I guess maybe it’s a matter of taste, but I’d rather have many specialized records than one big record of everything.
to me it makes sense to store metadata about a relation in the relation (using jsonb, kind of independently).

  • I’m planning on having lots of roles, most of them are presently unknown
  • adding roles should be fairly trivial; having to migrate the database every time would not be
  • also adding metadata fields to profiles should be trivial and easy to validate
  • selecting on roles is more important than selecting on users or profile metadata
  • users and roles will belong to other things like groups and ratings
  • roles should be very flexible, for example “dog owner” could be a role and so could “wikipedia contributor”

so in the end I’m trying to avoid modelling everything and instead have a solid core that is very flexible.
I’m trying to use Ecto to guard the data that is used throughout the application.

But again, I do not see why polymorphism is better in your case – I don’t think it is. You haven’t addressed that.

Also if you want to select on roles then I’d say having them as separate table and records to whom Users point (via has_many) is much more practical and likely faster. But I haven’t measured PostgreSQL’s performance on selecting inside a JSONB field, mind you.

Do not overengineer. If you do not know 100% of the requirements beforehand, just go with what will get the job done now. Far too many times I’ve planned and coded for a future that never came.

if I would store metadata in the users table as you suggested before,
I would not have to change the current roles table and I could use has_many to point users to roles.
so I would be “merging” users and profiles and I would not need to migrate every time.
that would work just fine.

at this point my user module only knows how to authorize users (changeset > cast > validate > hash password).
I use Guardian to rehydrate a user resource from a JWT.
if I don’t (pre)load all of the metadata at that point (unnecessarily) the %User{} would be incomplete.

so the profiles table provides “lazy loading” as well as structured metadata storage.

of course I agree with you not to overengineer, in my mind I’m not.

What you say is fair, but have you checked about the quality and speed of querying by JSONB columns?
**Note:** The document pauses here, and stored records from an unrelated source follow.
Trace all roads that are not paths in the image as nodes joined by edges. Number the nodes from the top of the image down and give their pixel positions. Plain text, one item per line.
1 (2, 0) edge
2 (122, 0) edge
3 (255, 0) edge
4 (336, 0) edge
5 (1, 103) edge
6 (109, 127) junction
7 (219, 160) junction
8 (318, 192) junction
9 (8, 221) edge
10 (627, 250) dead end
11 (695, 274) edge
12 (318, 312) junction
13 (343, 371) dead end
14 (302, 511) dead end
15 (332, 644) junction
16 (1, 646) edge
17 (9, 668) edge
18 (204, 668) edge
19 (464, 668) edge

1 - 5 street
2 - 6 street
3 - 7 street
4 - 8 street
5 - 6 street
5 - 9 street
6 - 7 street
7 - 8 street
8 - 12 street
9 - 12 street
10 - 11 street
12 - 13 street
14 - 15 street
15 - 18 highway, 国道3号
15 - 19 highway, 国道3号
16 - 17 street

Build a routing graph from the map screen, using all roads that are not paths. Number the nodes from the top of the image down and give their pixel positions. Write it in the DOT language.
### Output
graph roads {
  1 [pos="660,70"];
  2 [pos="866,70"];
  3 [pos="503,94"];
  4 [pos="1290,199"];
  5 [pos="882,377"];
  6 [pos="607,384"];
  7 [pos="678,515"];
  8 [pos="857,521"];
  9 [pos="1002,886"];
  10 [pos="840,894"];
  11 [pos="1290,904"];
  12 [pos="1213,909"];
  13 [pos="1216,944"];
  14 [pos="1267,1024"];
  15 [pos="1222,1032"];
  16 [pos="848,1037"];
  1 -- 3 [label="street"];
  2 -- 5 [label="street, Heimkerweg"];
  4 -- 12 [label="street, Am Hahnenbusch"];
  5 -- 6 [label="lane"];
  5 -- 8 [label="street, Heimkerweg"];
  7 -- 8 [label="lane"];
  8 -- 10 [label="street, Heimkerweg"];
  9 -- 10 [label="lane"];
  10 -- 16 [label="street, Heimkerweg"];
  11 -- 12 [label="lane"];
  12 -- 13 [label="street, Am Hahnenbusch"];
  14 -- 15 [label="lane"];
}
If you are satisfied with it, then go ahead with your original idea – only modify it slightly to use different keys inside the JSONB as I pointed out above.

I have worked quite a lot with jsonb columns, though not in combination with Ecto.
provided an index is used (gin/jsonb_path_ops) querying performance is pretty decent.
if I would want to query on metadata only I would not use jsonb though.

jsonb works very well together with “regular” selects, something like:

where role = 'dog owner' and metadata @> '{"breed":"Siberian Husky"}'::jsonb

when having multiple breeds is allowed, indexed querying becomes more complex.

thx again for your time and feedback.